[What the task asks]:
What lines of the data hold the string "Villoslada"? Pull each one out.

---*---

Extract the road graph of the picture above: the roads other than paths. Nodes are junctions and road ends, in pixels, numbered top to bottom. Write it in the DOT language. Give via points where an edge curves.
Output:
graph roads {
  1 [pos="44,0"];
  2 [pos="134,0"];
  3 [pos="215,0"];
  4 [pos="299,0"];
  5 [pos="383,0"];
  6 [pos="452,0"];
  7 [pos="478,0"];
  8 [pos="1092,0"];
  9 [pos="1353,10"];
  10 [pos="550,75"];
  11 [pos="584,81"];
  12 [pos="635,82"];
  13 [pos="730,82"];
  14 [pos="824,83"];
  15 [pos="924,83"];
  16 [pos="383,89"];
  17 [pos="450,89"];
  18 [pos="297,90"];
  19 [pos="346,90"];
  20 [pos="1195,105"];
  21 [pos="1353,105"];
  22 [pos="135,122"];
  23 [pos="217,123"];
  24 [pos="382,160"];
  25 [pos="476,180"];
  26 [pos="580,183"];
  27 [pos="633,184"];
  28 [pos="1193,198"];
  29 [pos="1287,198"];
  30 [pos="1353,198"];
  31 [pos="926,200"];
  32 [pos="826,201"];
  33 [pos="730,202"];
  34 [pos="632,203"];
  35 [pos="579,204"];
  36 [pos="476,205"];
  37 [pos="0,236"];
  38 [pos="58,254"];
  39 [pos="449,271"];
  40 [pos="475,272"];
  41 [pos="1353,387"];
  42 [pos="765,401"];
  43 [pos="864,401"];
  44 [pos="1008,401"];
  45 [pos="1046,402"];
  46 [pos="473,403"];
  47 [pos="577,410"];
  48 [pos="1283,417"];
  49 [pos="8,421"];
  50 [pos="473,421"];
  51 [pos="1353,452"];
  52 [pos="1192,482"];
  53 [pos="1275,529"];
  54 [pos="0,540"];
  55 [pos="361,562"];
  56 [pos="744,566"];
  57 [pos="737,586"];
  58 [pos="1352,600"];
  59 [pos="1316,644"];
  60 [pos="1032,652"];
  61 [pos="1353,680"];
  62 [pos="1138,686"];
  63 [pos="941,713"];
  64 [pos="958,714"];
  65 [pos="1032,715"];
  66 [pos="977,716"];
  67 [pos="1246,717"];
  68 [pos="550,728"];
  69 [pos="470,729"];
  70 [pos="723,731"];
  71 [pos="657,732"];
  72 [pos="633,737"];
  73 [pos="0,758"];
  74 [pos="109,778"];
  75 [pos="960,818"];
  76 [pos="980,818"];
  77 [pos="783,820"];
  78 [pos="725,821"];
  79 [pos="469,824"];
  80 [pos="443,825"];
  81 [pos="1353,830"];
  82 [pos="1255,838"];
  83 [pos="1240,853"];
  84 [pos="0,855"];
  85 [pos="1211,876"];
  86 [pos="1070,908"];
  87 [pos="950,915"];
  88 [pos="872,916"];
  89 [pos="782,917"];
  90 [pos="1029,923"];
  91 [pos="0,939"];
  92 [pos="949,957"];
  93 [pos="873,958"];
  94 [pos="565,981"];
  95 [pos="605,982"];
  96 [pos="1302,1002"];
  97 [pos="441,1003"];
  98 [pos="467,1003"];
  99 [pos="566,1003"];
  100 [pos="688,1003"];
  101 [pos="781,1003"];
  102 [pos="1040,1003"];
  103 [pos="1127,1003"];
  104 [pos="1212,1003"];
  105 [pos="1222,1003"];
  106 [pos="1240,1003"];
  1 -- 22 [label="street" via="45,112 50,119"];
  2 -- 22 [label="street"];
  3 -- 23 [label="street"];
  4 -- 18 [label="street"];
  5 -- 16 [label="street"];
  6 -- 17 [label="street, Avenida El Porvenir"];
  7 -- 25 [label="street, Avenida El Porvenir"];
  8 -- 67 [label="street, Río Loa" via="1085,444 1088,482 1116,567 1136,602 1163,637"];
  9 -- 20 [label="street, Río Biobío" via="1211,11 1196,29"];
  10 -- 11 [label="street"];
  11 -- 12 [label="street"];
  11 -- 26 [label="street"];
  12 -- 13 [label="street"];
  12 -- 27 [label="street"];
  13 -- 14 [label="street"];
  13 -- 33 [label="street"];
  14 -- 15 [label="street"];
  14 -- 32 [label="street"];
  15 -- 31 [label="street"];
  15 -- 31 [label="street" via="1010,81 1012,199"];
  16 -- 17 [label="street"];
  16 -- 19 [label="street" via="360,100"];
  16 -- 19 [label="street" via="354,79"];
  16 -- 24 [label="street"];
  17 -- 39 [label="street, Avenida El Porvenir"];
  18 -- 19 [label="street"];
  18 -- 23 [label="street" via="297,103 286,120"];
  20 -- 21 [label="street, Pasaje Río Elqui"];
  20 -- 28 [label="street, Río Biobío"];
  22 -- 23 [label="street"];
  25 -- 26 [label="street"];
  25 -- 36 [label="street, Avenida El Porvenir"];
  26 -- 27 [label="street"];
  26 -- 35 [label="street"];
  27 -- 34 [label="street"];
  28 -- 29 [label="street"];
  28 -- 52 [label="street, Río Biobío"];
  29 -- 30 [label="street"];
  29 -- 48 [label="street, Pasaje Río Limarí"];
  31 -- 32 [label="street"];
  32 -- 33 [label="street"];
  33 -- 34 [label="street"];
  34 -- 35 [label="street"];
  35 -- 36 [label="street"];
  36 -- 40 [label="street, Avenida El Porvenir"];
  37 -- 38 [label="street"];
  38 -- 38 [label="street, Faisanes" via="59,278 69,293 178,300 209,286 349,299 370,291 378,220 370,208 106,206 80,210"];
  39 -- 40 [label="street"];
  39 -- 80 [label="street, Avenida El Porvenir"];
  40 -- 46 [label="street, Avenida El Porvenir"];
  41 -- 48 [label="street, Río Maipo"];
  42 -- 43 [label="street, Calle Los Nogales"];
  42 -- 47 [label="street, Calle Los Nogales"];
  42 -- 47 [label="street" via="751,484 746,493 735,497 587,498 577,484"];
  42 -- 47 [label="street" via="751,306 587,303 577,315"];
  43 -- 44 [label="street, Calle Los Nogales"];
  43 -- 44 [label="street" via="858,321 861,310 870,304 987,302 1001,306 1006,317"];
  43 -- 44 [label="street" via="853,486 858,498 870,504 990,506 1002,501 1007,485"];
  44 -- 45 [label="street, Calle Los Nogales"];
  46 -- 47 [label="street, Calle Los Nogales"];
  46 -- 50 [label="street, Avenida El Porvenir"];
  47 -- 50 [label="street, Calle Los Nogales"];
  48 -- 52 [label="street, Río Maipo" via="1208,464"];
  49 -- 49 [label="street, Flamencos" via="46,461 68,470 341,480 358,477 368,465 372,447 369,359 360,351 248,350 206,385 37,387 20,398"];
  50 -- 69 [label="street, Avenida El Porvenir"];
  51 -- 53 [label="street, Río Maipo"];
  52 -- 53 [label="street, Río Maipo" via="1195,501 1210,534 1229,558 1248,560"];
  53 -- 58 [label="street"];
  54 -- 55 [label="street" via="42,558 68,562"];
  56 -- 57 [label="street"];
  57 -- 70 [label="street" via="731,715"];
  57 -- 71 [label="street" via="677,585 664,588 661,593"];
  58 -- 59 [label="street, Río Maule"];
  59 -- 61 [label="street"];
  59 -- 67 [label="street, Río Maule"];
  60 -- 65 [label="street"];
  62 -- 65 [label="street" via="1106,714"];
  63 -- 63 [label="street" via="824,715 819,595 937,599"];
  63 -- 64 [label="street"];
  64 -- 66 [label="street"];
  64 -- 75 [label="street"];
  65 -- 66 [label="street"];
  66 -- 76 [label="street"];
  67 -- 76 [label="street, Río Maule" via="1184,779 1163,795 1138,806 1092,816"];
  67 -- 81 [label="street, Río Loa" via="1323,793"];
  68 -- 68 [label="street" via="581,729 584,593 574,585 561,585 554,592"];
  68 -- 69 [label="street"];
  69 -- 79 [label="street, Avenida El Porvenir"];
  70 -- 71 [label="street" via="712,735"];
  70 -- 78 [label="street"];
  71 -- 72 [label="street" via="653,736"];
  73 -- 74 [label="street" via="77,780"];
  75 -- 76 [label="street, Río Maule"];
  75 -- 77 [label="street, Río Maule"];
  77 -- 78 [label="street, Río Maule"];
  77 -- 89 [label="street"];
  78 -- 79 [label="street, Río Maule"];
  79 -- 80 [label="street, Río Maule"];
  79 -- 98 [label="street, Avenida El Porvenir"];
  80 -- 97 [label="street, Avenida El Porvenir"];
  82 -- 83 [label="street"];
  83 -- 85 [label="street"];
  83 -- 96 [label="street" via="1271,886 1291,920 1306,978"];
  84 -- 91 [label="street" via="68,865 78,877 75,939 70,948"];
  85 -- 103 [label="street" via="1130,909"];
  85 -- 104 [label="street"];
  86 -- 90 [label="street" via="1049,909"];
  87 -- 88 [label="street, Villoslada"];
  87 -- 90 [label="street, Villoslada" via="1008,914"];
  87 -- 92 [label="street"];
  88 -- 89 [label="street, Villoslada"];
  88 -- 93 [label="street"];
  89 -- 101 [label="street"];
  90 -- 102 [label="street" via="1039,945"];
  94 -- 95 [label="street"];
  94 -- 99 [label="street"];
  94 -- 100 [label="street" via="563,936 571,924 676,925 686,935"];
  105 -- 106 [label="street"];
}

---*---

[Output for this task]:
  87 -- 88 [label="street, Villoslada"];
  87 -- 90 [label="street, Villoslada" via="1008,914"];
  88 -- 89 [label="street, Villoslada"];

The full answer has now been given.